List Info

Thread: Python documentation - any help welcome!




Python documentation - any help welcome!
country flaguser name
United Kingdom
2007-02-06 07:15:28
Hi,

After struggling to get to grips with Libxml2 and Python, I
figured that although I can't contribute much in the way of
code, I can have a crack at getting some useful
documentation up together.

I have put the first part up on my Wiki, if anyone would
care to review for accuracy - or help out where it is a bit
light on examples?

http://mikekneller.c
om/wiki/index.php?title=Getting_started_with_Libxml2_and_Pyt
hon_-_part_1

I realise that this is probably a bit n00b for most here,
but I would like to bring together workable examples from
the ground up, most of the other information I have read
assumes a level of knowledge I just didn't have when I
encountered the library for the first time.

For reference, I'll post the text here.

Cheers
Mike

=== Getting started with Libxml2 and Python - Part 1 ===

Overview

Getting to grips with Libxml2 and Python can be a
frustrating experience, 
particularly as in-depth, accurate Python documentation is
hard to find 
on the Web.

Many Python developers dislike the Libxml2 bindings, as they
are 'un-Pythonic'
and much too C-like. This however misses the point of
Libxml2. The point is that
this library is portable, mature, extremely full-featured
and *very* fast.

In the process of writing this tutorial, I hung out in the
#xml channel on 
irc.gnome.org, and subscribed to the xmlgnome.org
mailing list - I 
was given a lot of help when things weren't obvious!
Although there's not a massive 
amount of activity on IRC, or in the mailing list on a daily
basis, I would
definitely recommend spending some time browsing the archive
- or using Google
to search it when you have questions. Additionally, I have
found the people in 
the Libxml2 community very helpful. 

Manipulating XML using Libxml2 is fairly straightforward
when you have a couple
of working examples, however that tends to be the problem in
Python. Finding 
working examples tends to be a bit of a hit-and-miss
affair.

The first place to look is in the examples folder in the
documentation installed
with your release
(/usr/share/doc/libxml2-python-2.6.27/examples on my
machine).

TODO: where are the examples on a number of
distributions/platforms?

Also, take a moment to scan through libxml2.py itself - this
is the Python wrapper and
is a good place to look if you are hunting for a particular
function. There
is plenty of information in the wrapper as all the
docstrings have been 
populated, you can always get information like

	print libxml2.parseFile.__doc__
	
for any particular function.

Also remember that you can list the available methods for
any Python object by 
using the dir function.
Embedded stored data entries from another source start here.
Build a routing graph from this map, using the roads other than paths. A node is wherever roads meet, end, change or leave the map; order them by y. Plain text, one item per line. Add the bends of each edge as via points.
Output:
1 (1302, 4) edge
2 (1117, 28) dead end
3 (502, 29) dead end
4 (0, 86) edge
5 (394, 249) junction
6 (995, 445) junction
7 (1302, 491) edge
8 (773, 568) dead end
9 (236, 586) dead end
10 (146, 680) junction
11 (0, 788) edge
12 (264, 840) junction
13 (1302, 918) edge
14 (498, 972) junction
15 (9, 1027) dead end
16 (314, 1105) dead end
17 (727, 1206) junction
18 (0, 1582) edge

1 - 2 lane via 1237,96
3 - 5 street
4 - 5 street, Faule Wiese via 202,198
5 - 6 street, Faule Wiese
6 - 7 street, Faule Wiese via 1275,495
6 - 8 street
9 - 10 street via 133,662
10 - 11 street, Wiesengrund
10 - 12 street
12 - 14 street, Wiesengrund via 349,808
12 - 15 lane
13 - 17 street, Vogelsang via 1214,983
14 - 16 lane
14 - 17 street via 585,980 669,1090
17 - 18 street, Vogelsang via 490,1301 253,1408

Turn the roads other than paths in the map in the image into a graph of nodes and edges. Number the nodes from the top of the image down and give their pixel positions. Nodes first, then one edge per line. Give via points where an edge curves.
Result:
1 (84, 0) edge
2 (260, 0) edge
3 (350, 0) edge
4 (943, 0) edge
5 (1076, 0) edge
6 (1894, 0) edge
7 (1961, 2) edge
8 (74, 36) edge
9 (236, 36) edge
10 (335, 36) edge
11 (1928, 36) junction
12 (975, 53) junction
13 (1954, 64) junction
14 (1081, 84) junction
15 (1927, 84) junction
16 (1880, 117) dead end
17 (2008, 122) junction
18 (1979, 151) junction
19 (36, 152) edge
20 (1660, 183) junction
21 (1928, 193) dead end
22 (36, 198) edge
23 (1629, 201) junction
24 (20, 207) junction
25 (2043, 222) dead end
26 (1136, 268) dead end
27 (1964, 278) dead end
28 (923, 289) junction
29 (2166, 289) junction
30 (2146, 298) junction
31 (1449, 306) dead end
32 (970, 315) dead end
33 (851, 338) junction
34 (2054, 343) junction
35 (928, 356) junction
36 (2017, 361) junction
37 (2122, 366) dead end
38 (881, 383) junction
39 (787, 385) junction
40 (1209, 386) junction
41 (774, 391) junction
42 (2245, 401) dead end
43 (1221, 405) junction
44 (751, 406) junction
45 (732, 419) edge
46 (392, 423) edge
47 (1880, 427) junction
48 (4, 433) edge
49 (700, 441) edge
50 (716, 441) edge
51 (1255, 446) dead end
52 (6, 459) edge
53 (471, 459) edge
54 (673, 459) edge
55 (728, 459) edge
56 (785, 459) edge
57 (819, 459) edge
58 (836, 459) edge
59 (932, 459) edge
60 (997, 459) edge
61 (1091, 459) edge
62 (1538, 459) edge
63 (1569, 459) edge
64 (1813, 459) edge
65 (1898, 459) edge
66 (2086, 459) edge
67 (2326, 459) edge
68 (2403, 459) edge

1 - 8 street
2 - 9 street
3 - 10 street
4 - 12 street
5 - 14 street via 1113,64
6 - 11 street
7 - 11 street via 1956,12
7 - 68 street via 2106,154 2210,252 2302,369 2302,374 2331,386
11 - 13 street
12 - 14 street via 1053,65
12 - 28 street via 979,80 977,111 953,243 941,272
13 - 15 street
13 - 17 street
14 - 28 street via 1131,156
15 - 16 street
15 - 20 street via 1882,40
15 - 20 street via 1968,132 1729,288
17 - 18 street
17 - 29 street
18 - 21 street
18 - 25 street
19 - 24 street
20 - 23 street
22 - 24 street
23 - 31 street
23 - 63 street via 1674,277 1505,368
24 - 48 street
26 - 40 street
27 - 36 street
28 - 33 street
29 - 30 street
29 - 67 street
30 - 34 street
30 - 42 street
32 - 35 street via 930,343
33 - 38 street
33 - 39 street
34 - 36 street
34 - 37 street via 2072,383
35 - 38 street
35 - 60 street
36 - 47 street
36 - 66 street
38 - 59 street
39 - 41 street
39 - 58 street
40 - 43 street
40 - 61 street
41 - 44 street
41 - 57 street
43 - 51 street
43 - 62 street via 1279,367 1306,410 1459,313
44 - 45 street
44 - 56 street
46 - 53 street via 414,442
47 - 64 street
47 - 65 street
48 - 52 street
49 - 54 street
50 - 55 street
The most immediately useful objects
are xmlCore, xmlNode
xmlDoc, so
	dir(libxml2.xmlCore)
is your friend when working out what functions are available
to you.

I'm going to assume that you know a bit about XML, at least
enough to recognise
an XML document when you see one, and hopefully enough about
Python to know 
where to find the documentation!

[installing Libxml2]

TODO: installation examples for a number of
distros/platforms.

[Loading a document]

The first thing you want to do in XML will be to load a
document of some sort.
As a new Libxml2 user, this is where our confusion starts!
It is worth remembering
that in general, the Python bindings are automatically
generated - therefore
there is an equivalent Python function for every C function,
and sometimes this
can lead to unnecessary, or apparently duplicated Python
functions.

The library contains a number of different functions we can
use to load an XML 
document:

	parseDoc, parseFile, parseMemory, readDoc, readFd,
readFile, readMemory,
	recoverDoc and recoverFile

All of these functions return an xmlDoc object. Examples for
using each of these
follow:

	parseDoc(cur) - load an XML document from memory (a
string)

	doc = libxml2.parseDoc("""<?xml
version="1.0"?>
	<root>Hello world!</root>""")	
	

	parseMemory(buffer, size) - load an XML document from
memory
	
	doc = libxml2.parseMemory(xml, len(xml))
	
This function performs exactly the same job as parseDoc from
a Python perspective.
	

	parseFile(filename) - load an XML document from a file
	
	doc = libxml2.parseFile('test.xml')

	
	readDoc(cur, URL, encoding, options) - load an XML document
from memory (a string)
	
This version of the function allows you to specify options
on a per-document
basis. The parseDoc version uses the parser defaults (in
practice, the 
parser global settings, which can also be modified using
global functions).
	
	In most cases,
		doc = libxml2.readDoc('<foo/>',None,None,0)
	will be equivalent to
		doc = libxml2.parseDoc('<foo/>')

When using XSL, I have found it better to force entities
to be resolved before running the transform, in which case
it is useful to
use the following:
	
	doc = libxml2.readDoc( xml, None, libxml2.XML_PARSE_NOENT)
	

	readFd(fd, URL, encoding, options) - load an XML document
from a file descriptor
	
	readFile(filename, encoding, options) - load an XML
document from a file allowing
	the specification of per-document options.

	
	readMemory(buffer, size, URL, encoding, options) - for
Python, equivalent to
	using readDoc


	recoverDoc(cur) - this is equivalent to readDoc, except
that even broken XML
	will result in a valid XML tree being created.
	
	doc =
libxml2.recoverDoc('<foo><broken></foo>')
	
will raise a parser error, but after the error has been
handled, doc will
contain:
	<?xml version="1.0"?>
	<foo><broken/></foo>


	recoverFile(filename) - same as recoverDoc, but for files.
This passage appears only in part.